• **Your instructions**
Retype the records below exactly as they appear.

The records Start Marker

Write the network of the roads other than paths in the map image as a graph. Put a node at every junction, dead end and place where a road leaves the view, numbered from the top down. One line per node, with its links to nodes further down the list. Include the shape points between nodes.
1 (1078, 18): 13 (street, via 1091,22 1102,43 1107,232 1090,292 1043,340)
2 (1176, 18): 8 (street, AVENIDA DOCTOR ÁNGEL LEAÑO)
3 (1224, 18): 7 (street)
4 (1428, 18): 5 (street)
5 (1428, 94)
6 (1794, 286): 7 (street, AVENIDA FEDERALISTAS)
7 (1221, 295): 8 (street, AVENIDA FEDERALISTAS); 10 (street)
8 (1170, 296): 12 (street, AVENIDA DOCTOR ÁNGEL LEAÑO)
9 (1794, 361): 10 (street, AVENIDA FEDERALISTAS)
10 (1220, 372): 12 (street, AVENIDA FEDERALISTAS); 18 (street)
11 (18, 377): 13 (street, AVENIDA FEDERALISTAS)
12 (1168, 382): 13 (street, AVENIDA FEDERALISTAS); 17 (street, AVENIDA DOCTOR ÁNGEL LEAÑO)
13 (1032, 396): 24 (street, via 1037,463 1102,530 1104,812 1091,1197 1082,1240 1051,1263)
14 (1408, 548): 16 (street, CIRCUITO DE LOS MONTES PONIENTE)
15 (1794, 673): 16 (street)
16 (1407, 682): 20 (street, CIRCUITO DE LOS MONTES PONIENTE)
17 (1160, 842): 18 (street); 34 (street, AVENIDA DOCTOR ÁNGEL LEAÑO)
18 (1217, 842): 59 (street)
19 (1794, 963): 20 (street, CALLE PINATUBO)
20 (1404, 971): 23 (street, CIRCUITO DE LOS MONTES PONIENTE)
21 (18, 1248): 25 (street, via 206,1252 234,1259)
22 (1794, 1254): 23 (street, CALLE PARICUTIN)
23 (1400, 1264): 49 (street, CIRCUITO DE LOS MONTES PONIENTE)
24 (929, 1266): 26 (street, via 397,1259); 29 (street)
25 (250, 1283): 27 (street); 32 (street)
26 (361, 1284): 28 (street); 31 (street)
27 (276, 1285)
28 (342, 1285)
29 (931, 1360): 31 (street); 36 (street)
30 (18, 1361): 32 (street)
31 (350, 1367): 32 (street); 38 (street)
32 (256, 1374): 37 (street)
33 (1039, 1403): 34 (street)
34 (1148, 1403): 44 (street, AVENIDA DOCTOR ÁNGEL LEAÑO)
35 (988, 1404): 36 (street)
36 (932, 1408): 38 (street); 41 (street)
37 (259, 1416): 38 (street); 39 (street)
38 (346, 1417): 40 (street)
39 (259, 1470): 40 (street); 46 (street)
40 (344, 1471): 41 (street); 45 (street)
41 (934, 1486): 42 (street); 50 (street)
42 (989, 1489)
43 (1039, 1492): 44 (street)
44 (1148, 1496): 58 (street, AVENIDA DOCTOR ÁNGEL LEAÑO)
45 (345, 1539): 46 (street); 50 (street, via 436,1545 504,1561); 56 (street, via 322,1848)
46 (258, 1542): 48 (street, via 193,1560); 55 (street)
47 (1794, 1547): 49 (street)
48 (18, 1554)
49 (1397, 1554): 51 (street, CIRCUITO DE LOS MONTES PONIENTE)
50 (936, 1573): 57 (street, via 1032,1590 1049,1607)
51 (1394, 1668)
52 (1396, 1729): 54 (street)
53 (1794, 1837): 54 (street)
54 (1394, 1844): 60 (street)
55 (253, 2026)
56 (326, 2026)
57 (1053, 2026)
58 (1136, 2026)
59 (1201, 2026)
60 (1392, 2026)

The records End Marker

• **Your solution**
Write the network of the roads other than paths in the map image as a graph. Put a node at every junction, dead end and place where a road leaves the view, numbered from the top down. One line per node, with its links to nodes further down the list. Include the shape points between nodes.
1 (1078, 18): 13 (street, via 1091,22 1102,43 1107,232 1090,292 1043,340)
2 (1176, 18): 8 (street, AVENIDA DOCTOR ÁNGEL LEAÑO)
3 (1224, 18): 7 (street)
4 (1428, 18): 5 (street)
5 (1428, 94)
6 (1794, 286): 7 (street, AVENIDA FEDERALISTAS)
7 (1221, 295): 8 (street, AVENIDA FEDERALISTAS); 10 (street)
8 (1170, 296): 12 (street, AVENIDA DOCTOR ÁNGEL LEAÑO)
9 (1794, 361): 10 (street, AVENIDA FEDERALISTAS)
10 (1220, 372): 12 (street, AVENIDA FEDERALISTAS); 18 (street)
11 (18, 377): 13 (street, AVENIDA FEDERALISTAS)
12 (1168, 382): 13 (street, AVENIDA FEDERALISTAS); 17 (street, AVENIDA DOCTOR ÁNGEL LEAÑO)
13 (1032, 396): 24 (street, via 1037,463 1102,530 1104,812 1091,1197 1082,1240 1051,1263)
14 (1408, 548): 16 (street, CIRCUITO DE LOS MONTES PONIENTE)
15 (1794, 673): 16 (street)
16 (1407, 682): 20 (street, CIRCUITO DE LOS MONTES PONIENTE)
17 (1160, 842): 18 (street); 34 (street, AVENIDA DOCTOR ÁNGEL LEAÑO)
18 (1217, 842): 59 (street)
19 (1794, 963): 20 (street, CALLE PINATUBO)
20 (1404, 971): 23 (street, CIRCUITO DE LOS MONTES PONIENTE)
21 (18, 1248): 25 (street, via 206,1252 234,1259)
22 (1794, 1254): 23 (street, CALLE PARICUTIN)
23 (1400, 1264): 49 (street, CIRCUITO DE LOS MONTES PONIENTE)
24 (929, 1266): 26 (street, via 397,1259); 29 (street)
25 (250, 1283): 27 (street); 32 (street)
26 (361, 1284): 28 (street); 31 (street)
27 (276, 1285)
28 (342, 1285)
29 (931, 1360): 31 (street); 36 (street)
30 (18, 1361): 32 (street)
31 (350, 1367): 32 (street); 38 (street)
32 (256, 1374): 37 (street)
33 (1039, 1403): 34 (street)
34 (1148, 1403): 44 (street, AVENIDA DOCTOR ÁNGEL LEAÑO)
35 (988, 1404): 36 (street)
36 (932, 1408): 38 (street); 41 (street)
37 (259, 1416): 38 (street); 39 (street)
38 (346, 1417): 40 (street)
39 (259, 1470): 40 (street); 46 (street)
40 (344, 1471): 41 (street); 45 (street)
41 (934, 1486): 42 (street); 50 (street)
42 (989, 1489)
43 (1039, 1492): 44 (street)
44 (1148, 1496): 58 (street, AVENIDA DOCTOR ÁNGEL LEAÑO)
45 (345, 1539): 46 (street); 50 (street, via 436,1545 504,1561); 56 (street, via 322,1848)
46 (258, 1542): 48 (street, via 193,1560); 55 (street)
47 (1794, 1547): 49 (street)
48 (18, 1554)
49 (1397, 1554): 51 (street, CIRCUITO DE LOS MONTES PONIENTE)
50 (936, 1573): 57 (street, via 1032,1590 1049,1607)
51 (1394, 1668)
52 (1396, 1729): 54 (street)
53 (1794, 1837): 54 (street)
54 (1394, 1844): 60 (street)
55 (253, 2026)
56 (326, 2026)
57 (1053, 2026)
58 (1136, 2026)
59 (1201, 2026)
60 (1392, 2026)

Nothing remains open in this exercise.